É equivocado o raciocínio de que são inofensivas as sandices que jorram da boca de Bolsonaro. Primeiro porque, na realidade, o presidente não está “só” falando. Está falando e fazendo. E suas ações no governo têm acompanhado o seu discurso, com absoluta coerência (o que, no caso, também vem a ser um problema, dado o teor das ideias, inacreditavelmente atrasadas, em diversas áreas, para alguém que ocupa o posto de chefe de governo e de Estado da oitava maior potência mundial).
Em segundo lugar, ainda que o governo Bolsonaro não estivesse tomando medidas danosas ao próprio país, o que ele diz, como referência para muita gente, encoraja e estimula as pessoas a agirem, nas ruas, nas escolas, nas cidades, no campo e até nas matas brasileiras, conforme os rumos e diretrizes que ele indica.
Não é ele quem atira. Mas suas falas fazem ainda mais estrago
Não é Bolsonaro, pessoalmente, que vai bater no casal gay na rua se o vir demonstrando afeto em público. Mas que mensagem ele transmite para o cidadão comum, sobretudo o seu admirador, se, sentado à cadeira de presidente, como se não tivesse nada mais com que se preocupar, declara que não quer o “turismo gay no Brasil, mas quem quiser vir fazer sexo com mulher, fique à vontade"?

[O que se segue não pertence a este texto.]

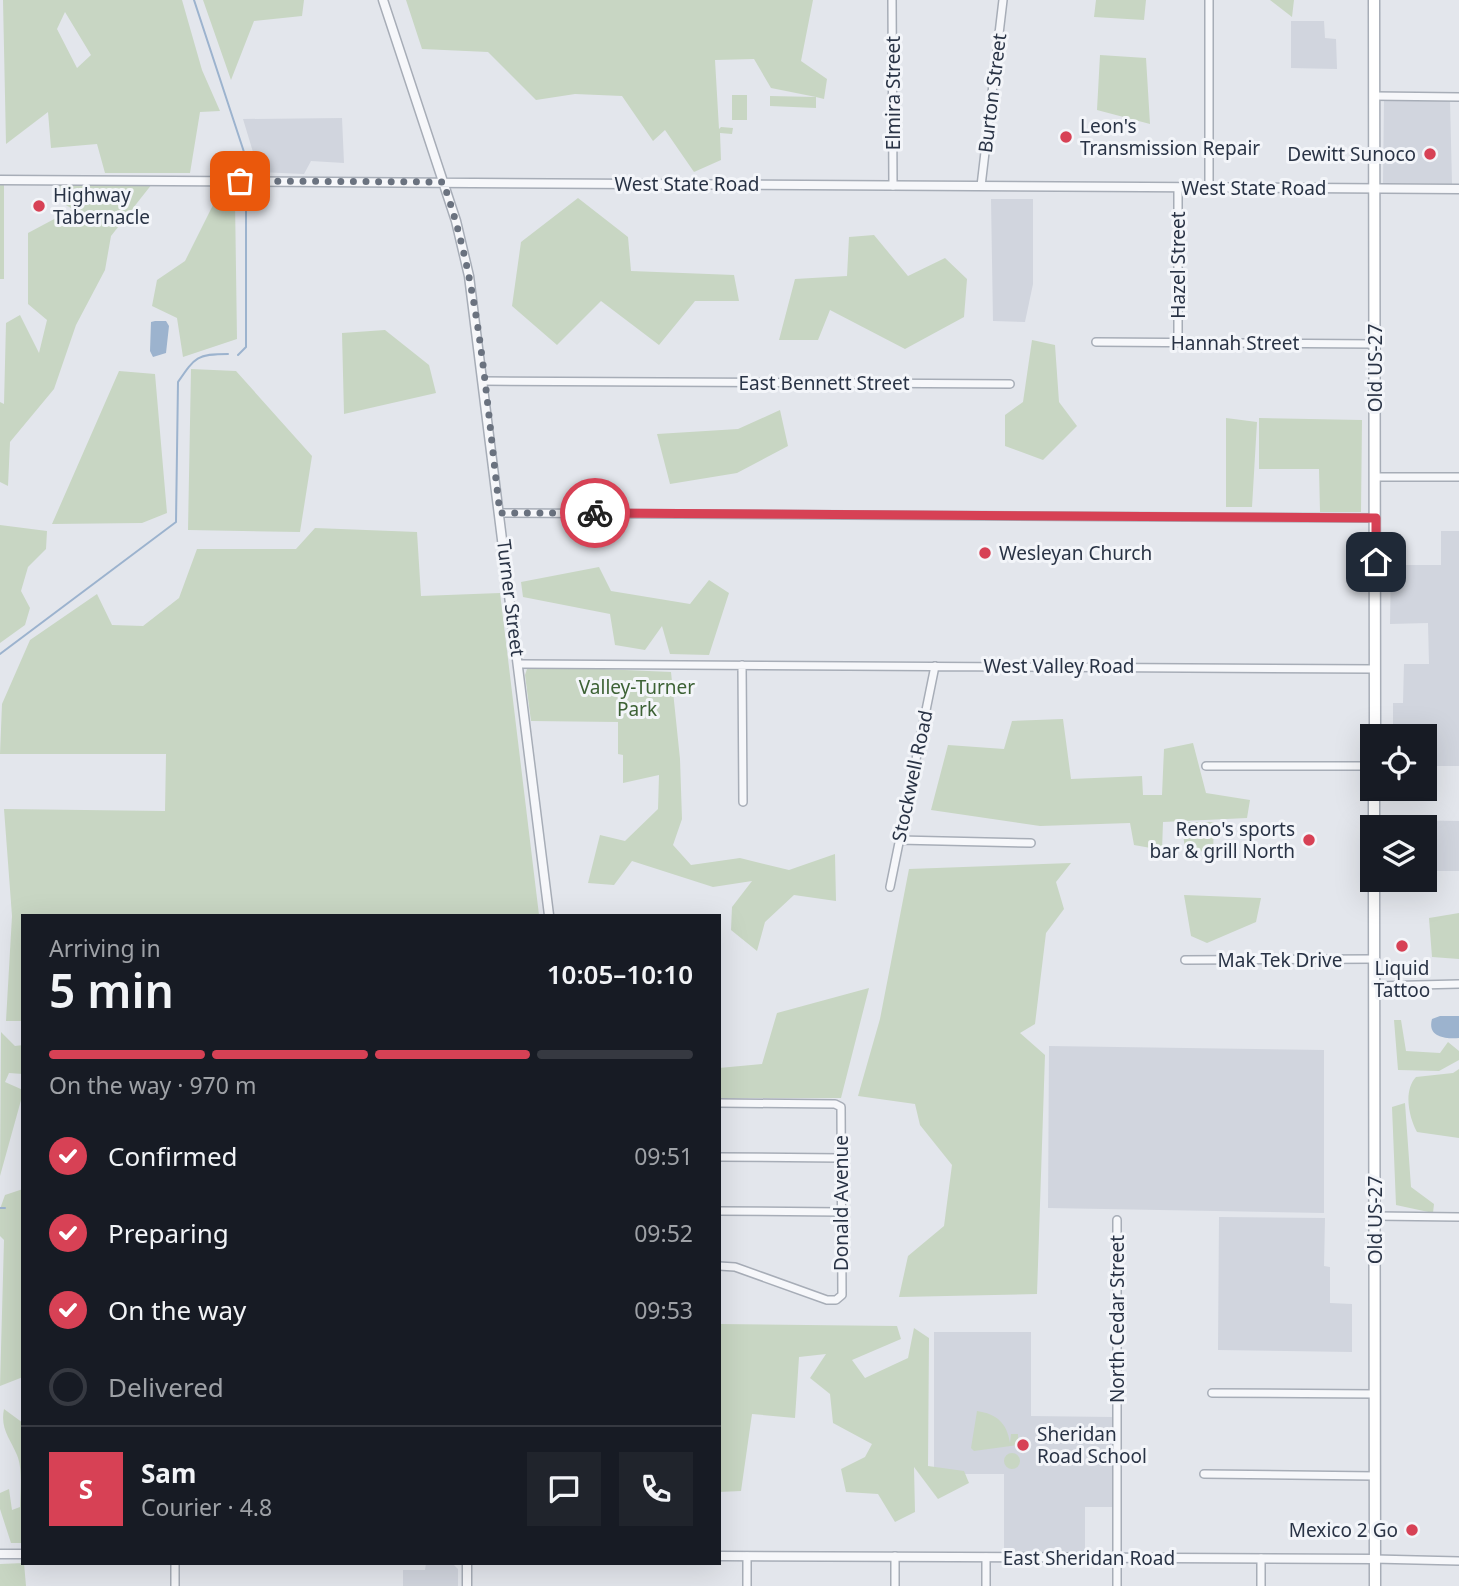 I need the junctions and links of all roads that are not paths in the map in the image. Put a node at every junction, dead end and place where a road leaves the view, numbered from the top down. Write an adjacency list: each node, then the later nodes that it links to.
1 (383, 0): 9 (street, Turner Street)
2 (892, 0): 10 (street, Elmira Street)
3 (1003, 0): 11 (street, Burton Street)
4 (1209, 0): 13 (street)
5 (1374, 0): 6 (main road, Old US-27)
6 (1374, 96): 7 (street); 14 (main road, Old US-27)
7 (1459, 97)
8 (0, 180): 9 (street, West State Road)
9 (443, 182): 10 (street, West State Road); 19 (street, Turner Street)
10 (894, 186): 11 (street, West State Road)
11 (981, 186): 12 (street, West State Road)
12 (1178, 188): 13 (street, West State Road); 17 (street, Hazel Street)
13 (1209, 188): 14 (street, West State Road)
14 (1374, 188): 15 (street, West State Road); 18 (main road, Old US-27)
15 (1459, 189)
16 (1096, 342): 17 (street, Hannah Street)
17 (1178, 343): 18 (street, Hannah Street)
18 (1375, 344): 21 (main road, Old US-27)
19 (483, 381): 20 (street, East Bennett Street); 23 (street, Turner Street)
20 (1010, 384)
21 (1376, 477): 22 (street); 24 (main road, Old US-27)
22 (1459, 477)
23 (500, 513): 24 (street); 25 (street, Turner Street)
24 (1376, 518): 28 (main road, Old US-27)
25 (519, 664): 26 (street, West Valley Road); 37 (street, Turner Street)
26 (742, 665): 27 (street, West Valley Road); 32 (street)
27 (935, 666): 28 (street, West Valley Road); 33 (street, Stockwell Road)
28 (1375, 669): 29 (main road, Old US-27)
29 (1375, 724)
30 (1206, 766): 31 (street)
31 (1360, 766)
32 (743, 802)
33 (899, 840): 34 (street); 35 (street, Stockwell Road)
34 (1031, 843)
35 (890, 887)
36 (1374, 892): 38 (main road, Old US-27)
37 (549, 914)
38 (1376, 959): 39 (street, Mak Tek Drive); 41 (main road, Old US-27)
39 (1185, 960)
40 (1459, 984): 41 (street)
41 (1376, 986): 47 (main road, Old US-27)
42 (721, 1103): 44 (street, Donald Avenue)
43 (721, 1157): 44 (street)
44 (841, 1158): 46 (street, Donald Avenue)
45 (721, 1211): 46 (street)
46 (841, 1212): 50 (street, Donald Avenue)
47 (1375, 1216): 48 (street); 52 (main road, Old US-27)
48 (1459, 1217)
49 (1117, 1220): 61 (street, North Cedar Street)
50 (721, 1266)
51 (1212, 1393): 52 (street)
52 (1375, 1394): 54 (main road, Old US-27)
53 (1204, 1474): 54 (street)
54 (1375, 1476): 63 (main road, Old US-27)
55 (0, 1553): 56 (street)
56 (21, 1553)
57 (721, 1556): 58 (street, East Sheridan Road)
58 (747, 1556): 59 (street, East Sheridan Road); 69 (street)
59 (895, 1556): 60 (street, East Sheridan Road); 70 (street)
60 (986, 1557): 61 (street, East Sheridan Road); 71 (street)
61 (1117, 1558): 62 (street, East Sheridan Road); 72 (street, North Cedar Street)
62 (1261, 1559): 63 (street, East Sheridan Road); 73 (street)
63 (1374, 1559): 64 (street, East Sheridan Road); 74 (main road, Old US-27)
64 (1459, 1562)
65 (175, 1565): 67 (street)
66 (467, 1565): 68 (street)
67 (175, 1586)
68 (467, 1586)
69 (747, 1586)
70 (895, 1586)
71 (986, 1586)
72 (1117, 1586)
73 (1261, 1586)
74 (1375, 1586) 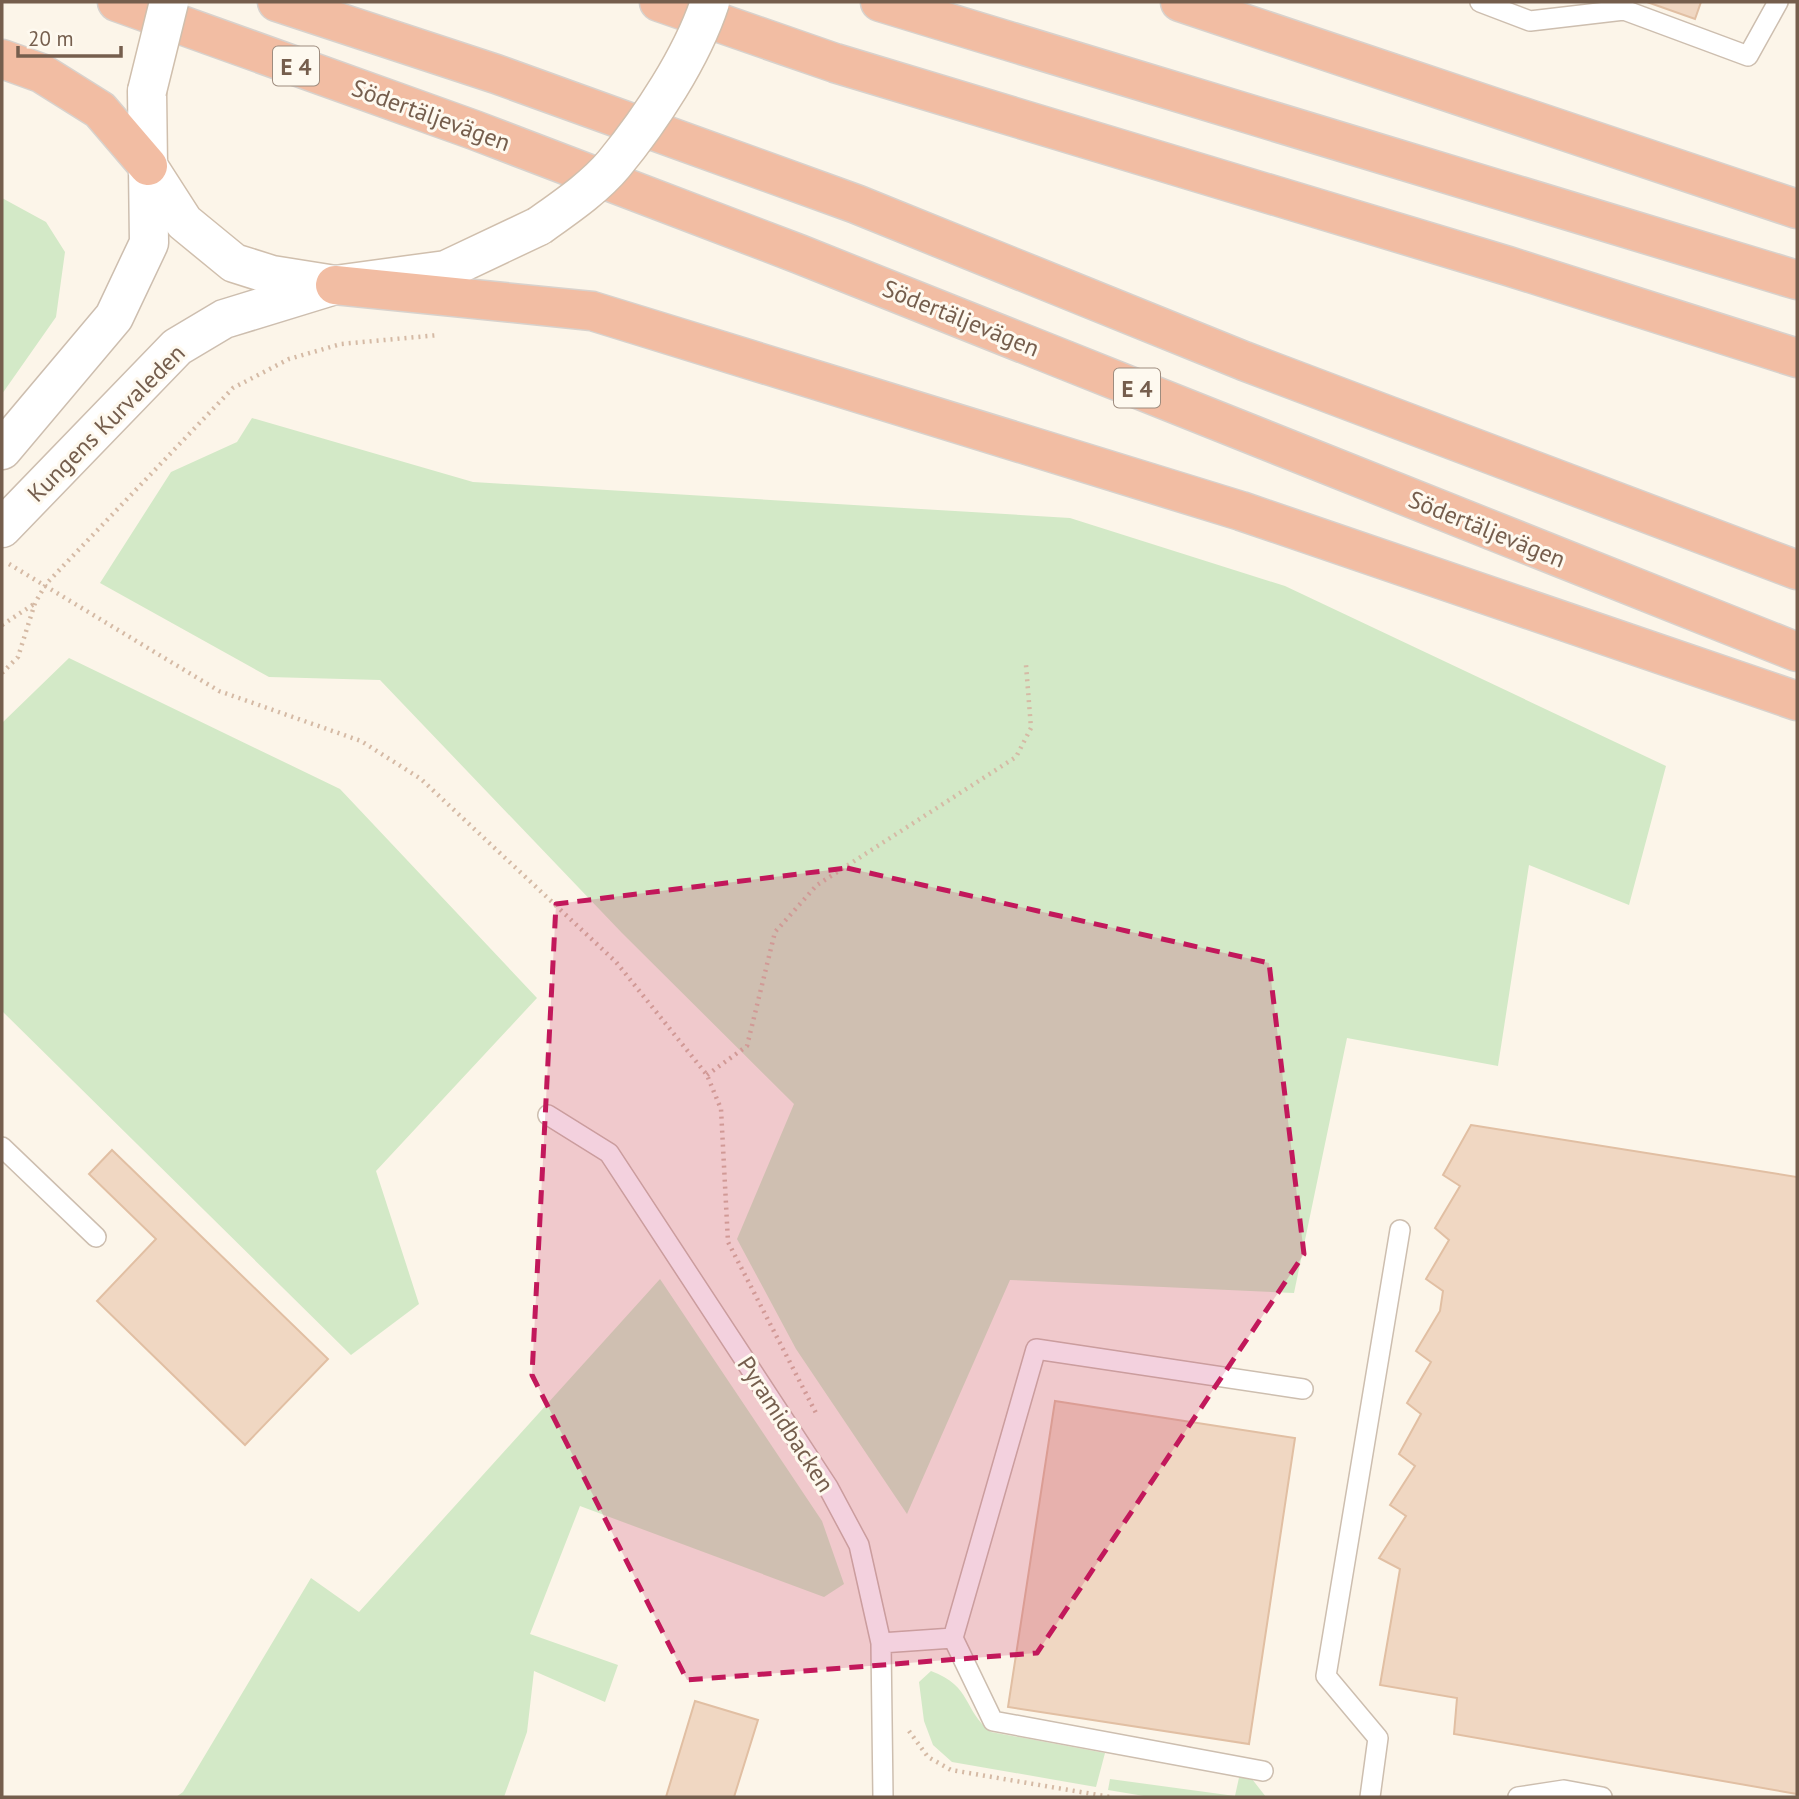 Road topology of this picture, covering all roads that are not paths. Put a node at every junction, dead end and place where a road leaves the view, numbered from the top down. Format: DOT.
graph roads {
  1 [pos="117,2"];
  2 [pos="169,2"];
  3 [pos="277,2"];
  4 [pos="659,2"];
  5 [pos="710,2"];
  6 [pos="880,2"];
  7 [pos="1180,2"];
  8 [pos="1480,2"];
  9 [pos="1778,2"];
  10 [pos="2,59"];
  11 [pos="148,166"];
  12 [pos="1797,209"];
  13 [pos="1797,280"];
  14 [pos="335,285"];
  15 [pos="1797,358"];
  16 [pos="2,450"];
  17 [pos="2,528"];
  18 [pos="1797,570"];
  19 [pos="1797,652"];
  20 [pos="1797,701"];
  21 [pos="548,1115"];
  22 [pos="2,1147"];
  23 [pos="1400,1230"];
  24 [pos="96,1237"];
  25 [pos="1303,1389"];
  26 [pos="953,1638"];
  27 [pos="881,1643"];
  28 [pos="1263,1771"];
  29 [pos="883,1797"];
  30 [pos="1370,1797"];
  31 [pos="1518,1797"];
  32 [pos="1602,1797"];
  1 -- 19 [label="highway, Södertäljevägen / E 4"];
  2 -- 11 [label="main road, bridge"];
  3 -- 18 [label="highway"];
  4 -- 15 [label="highway"];
  5 -- 14 [label="main road, bridge"];
  6 -- 13 [label="highway"];
  7 -- 12 [label="highway"];
  8 -- 9 [label="lane"];
  10 -- 11 [label="highway"];
  11 -- 14 [label="main road"];
  11 -- 16 [label="main road"];
  14 -- 17 [label="main road, Kungens Kurvaleden"];
  14 -- 20 [label="highway"];
  21 -- 27 [label="lane, Pyramidbacken"];
  22 -- 24 [label="lane"];
  23 -- 30 [label="lane"];
  25 -- 26 [label="lane"];
  26 -- 27 [label="lane"];
  26 -- 28 [label="lane"];
  27 -- 29 [label="lane, Pyramidbacken"];
  31 -- 32 [label="lane"];
}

Que mensagem ele passa com isso?
Se Bolsonaro reafirma, o tempo todo, com seus gestos e palavras, que ser homossexual é errado e que o certo é exercitar a homofobia, por que eu, cidadão comum, vou enxergar algum problema em praticar crimes de ódio contra a população não heterossexual?
Do mesmo modo, não é Bolsonaro, pessoa física, capitão reformado do Exército, quem vai literalmente pegar um fuzil e sair disparando tiros por aí, inclusive em “alvos” inocentes.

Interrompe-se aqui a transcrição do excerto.